- EXERCISE DESCRIPTION:
Examine the data line by line and report how many lines include the word "Brunner", with no additional output.

- RECORDS PROVIDED:
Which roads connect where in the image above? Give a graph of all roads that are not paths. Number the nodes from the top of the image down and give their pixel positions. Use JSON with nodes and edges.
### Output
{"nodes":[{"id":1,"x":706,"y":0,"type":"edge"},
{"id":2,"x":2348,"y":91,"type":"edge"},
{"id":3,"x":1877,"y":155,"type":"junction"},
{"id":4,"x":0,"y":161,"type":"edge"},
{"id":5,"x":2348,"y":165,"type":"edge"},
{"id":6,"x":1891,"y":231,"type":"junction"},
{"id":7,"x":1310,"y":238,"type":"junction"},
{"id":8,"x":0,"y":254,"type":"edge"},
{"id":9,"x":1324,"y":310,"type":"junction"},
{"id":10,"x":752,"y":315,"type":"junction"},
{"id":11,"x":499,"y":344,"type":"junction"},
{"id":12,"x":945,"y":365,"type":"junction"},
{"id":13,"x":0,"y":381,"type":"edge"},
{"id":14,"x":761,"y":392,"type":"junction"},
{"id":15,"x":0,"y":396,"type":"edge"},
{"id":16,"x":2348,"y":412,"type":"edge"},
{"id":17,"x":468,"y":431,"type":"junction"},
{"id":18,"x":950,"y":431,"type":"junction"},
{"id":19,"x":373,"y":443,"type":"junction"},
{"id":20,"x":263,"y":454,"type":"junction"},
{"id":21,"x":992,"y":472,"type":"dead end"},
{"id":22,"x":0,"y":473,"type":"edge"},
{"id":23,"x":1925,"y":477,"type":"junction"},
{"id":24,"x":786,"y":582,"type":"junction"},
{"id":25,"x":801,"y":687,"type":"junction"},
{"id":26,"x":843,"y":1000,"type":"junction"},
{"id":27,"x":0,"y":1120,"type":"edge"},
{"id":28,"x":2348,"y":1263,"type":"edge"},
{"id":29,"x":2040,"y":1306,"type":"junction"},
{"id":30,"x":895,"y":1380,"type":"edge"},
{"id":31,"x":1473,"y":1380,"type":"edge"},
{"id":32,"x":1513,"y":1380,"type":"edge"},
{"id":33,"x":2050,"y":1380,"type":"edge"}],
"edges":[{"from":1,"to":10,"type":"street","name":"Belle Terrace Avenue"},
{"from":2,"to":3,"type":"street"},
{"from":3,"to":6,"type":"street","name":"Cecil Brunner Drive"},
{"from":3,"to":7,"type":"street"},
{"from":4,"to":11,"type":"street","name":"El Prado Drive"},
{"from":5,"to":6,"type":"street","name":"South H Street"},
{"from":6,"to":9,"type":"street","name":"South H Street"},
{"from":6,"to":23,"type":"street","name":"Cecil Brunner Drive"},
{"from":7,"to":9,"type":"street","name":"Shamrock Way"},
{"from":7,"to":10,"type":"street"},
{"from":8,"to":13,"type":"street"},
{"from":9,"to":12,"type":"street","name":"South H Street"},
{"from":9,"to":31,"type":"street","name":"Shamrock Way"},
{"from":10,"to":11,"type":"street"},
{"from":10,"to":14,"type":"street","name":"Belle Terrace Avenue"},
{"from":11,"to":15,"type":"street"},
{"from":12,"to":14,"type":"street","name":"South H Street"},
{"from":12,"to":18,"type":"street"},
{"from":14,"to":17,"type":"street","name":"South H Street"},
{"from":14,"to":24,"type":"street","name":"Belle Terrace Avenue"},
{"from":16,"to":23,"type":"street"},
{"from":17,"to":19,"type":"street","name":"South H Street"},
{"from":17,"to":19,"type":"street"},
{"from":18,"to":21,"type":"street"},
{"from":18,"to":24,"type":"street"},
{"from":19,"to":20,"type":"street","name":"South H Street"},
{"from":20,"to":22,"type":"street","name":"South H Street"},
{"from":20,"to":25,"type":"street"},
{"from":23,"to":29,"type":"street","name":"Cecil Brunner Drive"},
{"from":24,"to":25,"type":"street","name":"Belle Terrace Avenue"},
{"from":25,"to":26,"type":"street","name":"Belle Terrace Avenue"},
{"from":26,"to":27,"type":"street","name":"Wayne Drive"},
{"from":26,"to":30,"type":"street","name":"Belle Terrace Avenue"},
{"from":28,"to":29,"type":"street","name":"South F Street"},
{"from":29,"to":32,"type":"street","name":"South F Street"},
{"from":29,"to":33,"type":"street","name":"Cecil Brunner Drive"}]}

- COMPLETED EXERCISE:
4